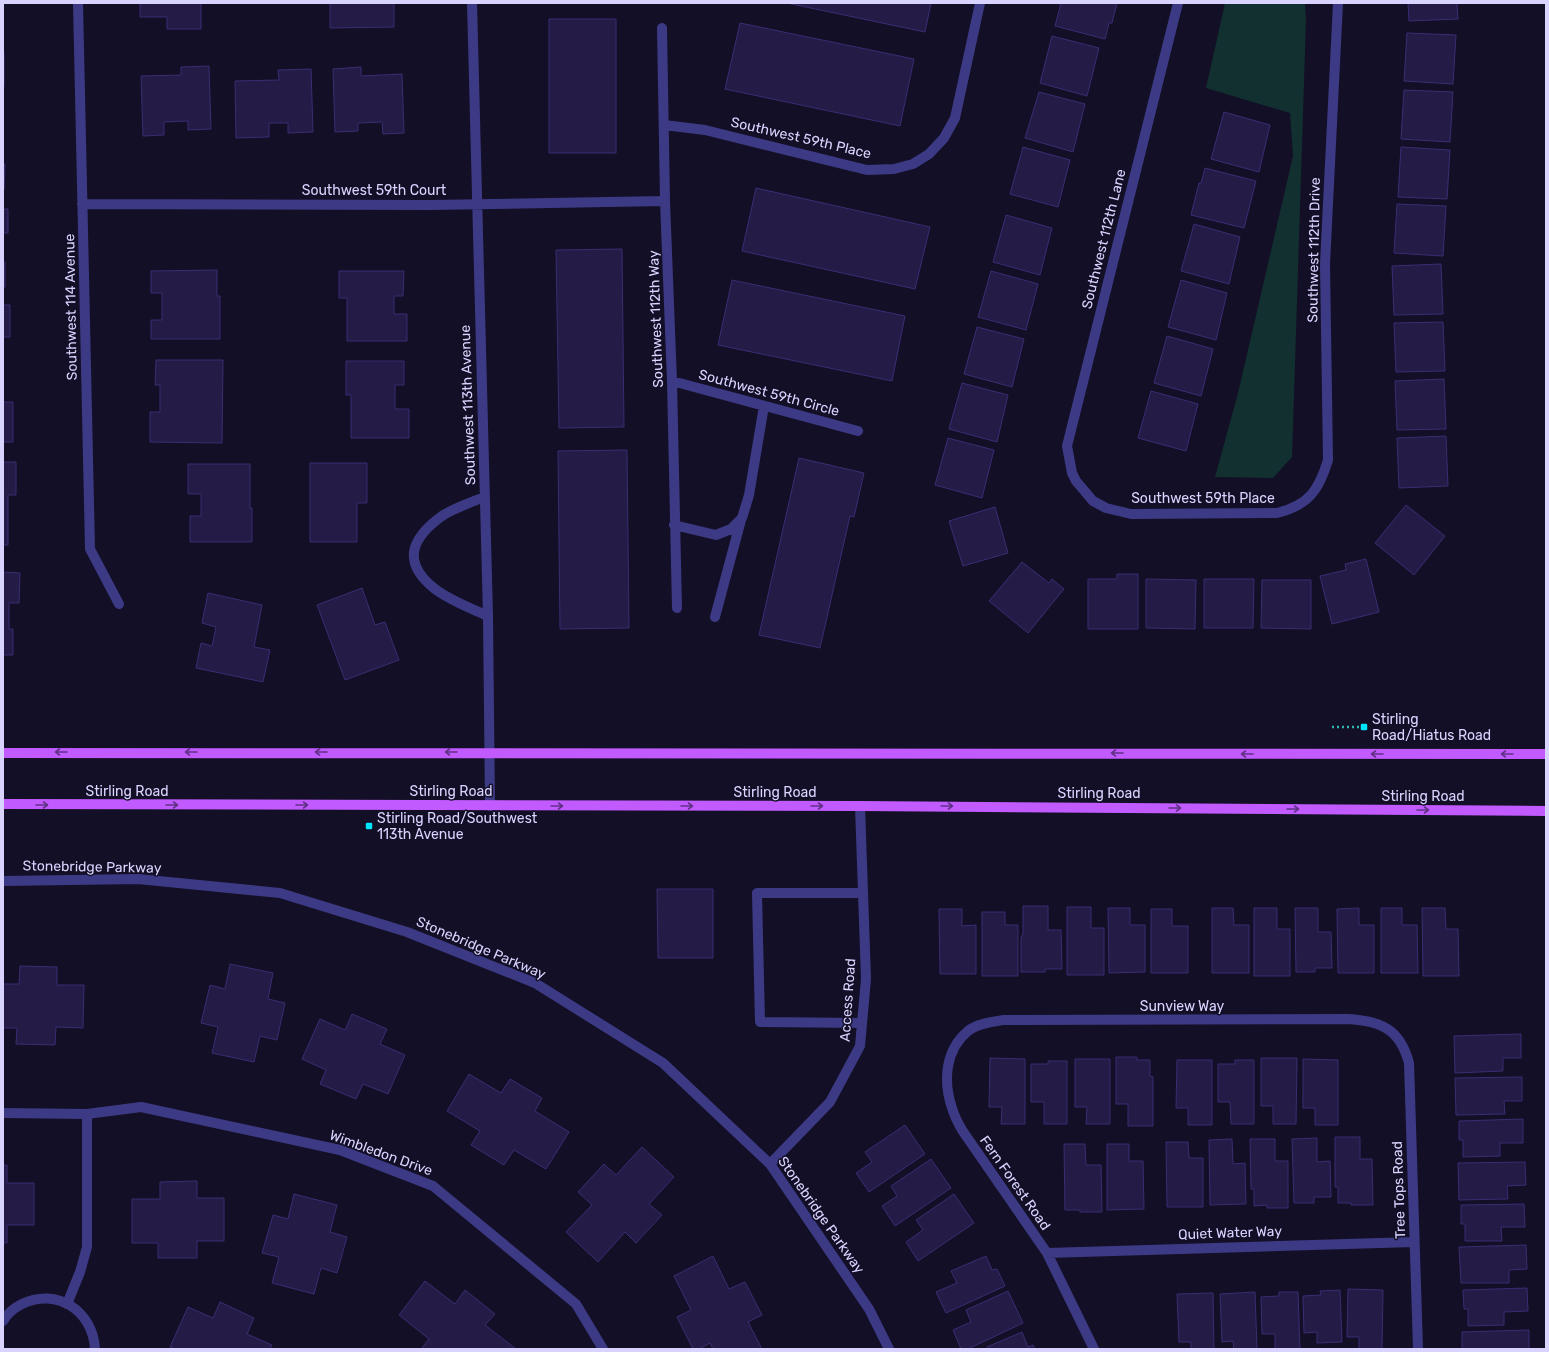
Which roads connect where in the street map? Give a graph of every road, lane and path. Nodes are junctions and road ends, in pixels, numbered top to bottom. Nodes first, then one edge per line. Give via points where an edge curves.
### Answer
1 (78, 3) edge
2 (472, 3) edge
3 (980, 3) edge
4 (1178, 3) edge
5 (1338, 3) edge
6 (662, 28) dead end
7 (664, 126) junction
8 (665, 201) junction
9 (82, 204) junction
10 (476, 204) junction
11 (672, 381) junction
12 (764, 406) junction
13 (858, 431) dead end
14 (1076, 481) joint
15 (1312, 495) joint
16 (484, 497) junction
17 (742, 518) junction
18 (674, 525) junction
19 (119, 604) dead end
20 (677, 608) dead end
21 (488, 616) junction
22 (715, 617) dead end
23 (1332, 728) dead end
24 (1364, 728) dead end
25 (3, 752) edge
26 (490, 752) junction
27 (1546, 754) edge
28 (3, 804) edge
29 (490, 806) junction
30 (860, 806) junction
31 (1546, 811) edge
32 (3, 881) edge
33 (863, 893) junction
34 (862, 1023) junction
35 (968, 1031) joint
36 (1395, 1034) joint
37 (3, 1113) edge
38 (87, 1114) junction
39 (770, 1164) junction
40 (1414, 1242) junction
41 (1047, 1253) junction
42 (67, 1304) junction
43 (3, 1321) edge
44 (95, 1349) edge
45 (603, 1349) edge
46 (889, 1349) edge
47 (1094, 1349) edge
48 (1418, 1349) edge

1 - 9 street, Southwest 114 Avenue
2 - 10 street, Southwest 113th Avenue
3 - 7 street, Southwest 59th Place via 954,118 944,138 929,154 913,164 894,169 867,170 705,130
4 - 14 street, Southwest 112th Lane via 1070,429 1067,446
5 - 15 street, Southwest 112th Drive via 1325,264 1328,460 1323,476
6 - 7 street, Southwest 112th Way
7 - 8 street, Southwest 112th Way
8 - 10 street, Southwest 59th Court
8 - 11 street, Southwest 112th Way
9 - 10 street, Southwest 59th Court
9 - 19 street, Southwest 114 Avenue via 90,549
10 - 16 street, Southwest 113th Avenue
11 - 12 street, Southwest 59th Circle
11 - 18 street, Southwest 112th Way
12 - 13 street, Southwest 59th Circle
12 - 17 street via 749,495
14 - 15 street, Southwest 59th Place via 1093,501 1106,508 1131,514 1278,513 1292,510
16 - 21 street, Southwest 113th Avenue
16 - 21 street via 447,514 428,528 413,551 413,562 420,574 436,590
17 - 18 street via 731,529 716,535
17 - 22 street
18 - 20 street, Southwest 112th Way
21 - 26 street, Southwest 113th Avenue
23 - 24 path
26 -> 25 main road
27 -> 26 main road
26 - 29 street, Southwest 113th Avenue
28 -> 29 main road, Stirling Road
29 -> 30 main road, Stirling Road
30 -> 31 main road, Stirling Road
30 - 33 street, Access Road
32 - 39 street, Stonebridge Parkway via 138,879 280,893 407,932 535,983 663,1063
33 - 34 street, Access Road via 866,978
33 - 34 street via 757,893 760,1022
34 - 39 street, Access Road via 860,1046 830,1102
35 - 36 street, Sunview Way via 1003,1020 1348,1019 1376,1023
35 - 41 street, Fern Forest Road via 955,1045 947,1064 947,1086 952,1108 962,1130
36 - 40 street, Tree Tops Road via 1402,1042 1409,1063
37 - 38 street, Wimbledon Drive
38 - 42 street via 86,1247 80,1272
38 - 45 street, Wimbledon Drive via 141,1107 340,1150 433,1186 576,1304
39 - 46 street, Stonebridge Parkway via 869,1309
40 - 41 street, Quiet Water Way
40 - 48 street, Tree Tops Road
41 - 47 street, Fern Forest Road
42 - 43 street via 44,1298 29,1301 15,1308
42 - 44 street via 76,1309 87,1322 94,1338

+ + + + + + +

Task item — Exactly repeat the data above; the pictures do not belong in your copy.

Solution for this problem —
Which roads connect where in the street map? Give a graph of every road, lane and path. Nodes are junctions and road ends, in pixels, numbered top to bottom. Nodes first, then one edge per line. Give via points where an edge curves.
### Answer
1 (78, 3) edge
2 (472, 3) edge
3 (980, 3) edge
4 (1178, 3) edge
5 (1338, 3) edge
6 (662, 28) dead end
7 (664, 126) junction
8 (665, 201) junction
9 (82, 204) junction
10 (476, 204) junction
11 (672, 381) junction
12 (764, 406) junction
13 (858, 431) dead end
14 (1076, 481) joint
15 (1312, 495) joint
16 (484, 497) junction
17 (742, 518) junction
18 (674, 525) junction
19 (119, 604) dead end
20 (677, 608) dead end
21 (488, 616) junction
22 (715, 617) dead end
23 (1332, 728) dead end
24 (1364, 728) dead end
25 (3, 752) edge
26 (490, 752) junction
27 (1546, 754) edge
28 (3, 804) edge
29 (490, 806) junction
30 (860, 806) junction
31 (1546, 811) edge
32 (3, 881) edge
33 (863, 893) junction
34 (862, 1023) junction
35 (968, 1031) joint
36 (1395, 1034) joint
37 (3, 1113) edge
38 (87, 1114) junction
39 (770, 1164) junction
40 (1414, 1242) junction
41 (1047, 1253) junction
42 (67, 1304) junction
43 (3, 1321) edge
44 (95, 1349) edge
45 (603, 1349) edge
46 (889, 1349) edge
47 (1094, 1349) edge
48 (1418, 1349) edge

1 - 9 street, Southwest 114 Avenue
2 - 10 street, Southwest 113th Avenue
3 - 7 street, Southwest 59th Place via 954,118 944,138 929,154 913,164 894,169 867,170 705,130
4 - 14 street, Southwest 112th Lane via 1070,429 1067,446
5 - 15 street, Southwest 112th Drive via 1325,264 1328,460 1323,476
6 - 7 street, Southwest 112th Way
7 - 8 street, Southwest 112th Way
8 - 10 street, Southwest 59th Court
8 - 11 street, Southwest 112th Way
9 - 10 street, Southwest 59th Court
9 - 19 street, Southwest 114 Avenue via 90,549
10 - 16 street, Southwest 113th Avenue
11 - 12 street, Southwest 59th Circle
11 - 18 street, Southwest 112th Way
12 - 13 street, Southwest 59th Circle
12 - 17 street via 749,495
14 - 15 street, Southwest 59th Place via 1093,501 1106,508 1131,514 1278,513 1292,510
16 - 21 street, Southwest 113th Avenue
16 - 21 street via 447,514 428,528 413,551 413,562 420,574 436,590
17 - 18 street via 731,529 716,535
17 - 22 street
18 - 20 street, Southwest 112th Way
21 - 26 street, Southwest 113th Avenue
23 - 24 path
26 -> 25 main road
27 -> 26 main road
26 - 29 street, Southwest 113th Avenue
28 -> 29 main road, Stirling Road
29 -> 30 main road, Stirling Road
30 -> 31 main road, Stirling Road
30 - 33 street, Access Road
32 - 39 street, Stonebridge Parkway via 138,879 280,893 407,932 535,983 663,1063
33 - 34 street, Access Road via 866,978
33 - 34 street via 757,893 760,1022
34 - 39 street, Access Road via 860,1046 830,1102
35 - 36 street, Sunview Way via 1003,1020 1348,1019 1376,1023
35 - 41 street, Fern Forest Road via 955,1045 947,1064 947,1086 952,1108 962,1130
36 - 40 street, Tree Tops Road via 1402,1042 1409,1063
37 - 38 street, Wimbledon Drive
38 - 42 street via 86,1247 80,1272
38 - 45 street, Wimbledon Drive via 141,1107 340,1150 433,1186 576,1304
39 - 46 street, Stonebridge Parkway via 869,1309
40 - 41 street, Quiet Water Way
40 - 48 street, Tree Tops Road
41 - 47 street, Fern Forest Road
42 - 43 street via 44,1298 29,1301 15,1308
42 - 44 street via 76,1309 87,1322 94,1338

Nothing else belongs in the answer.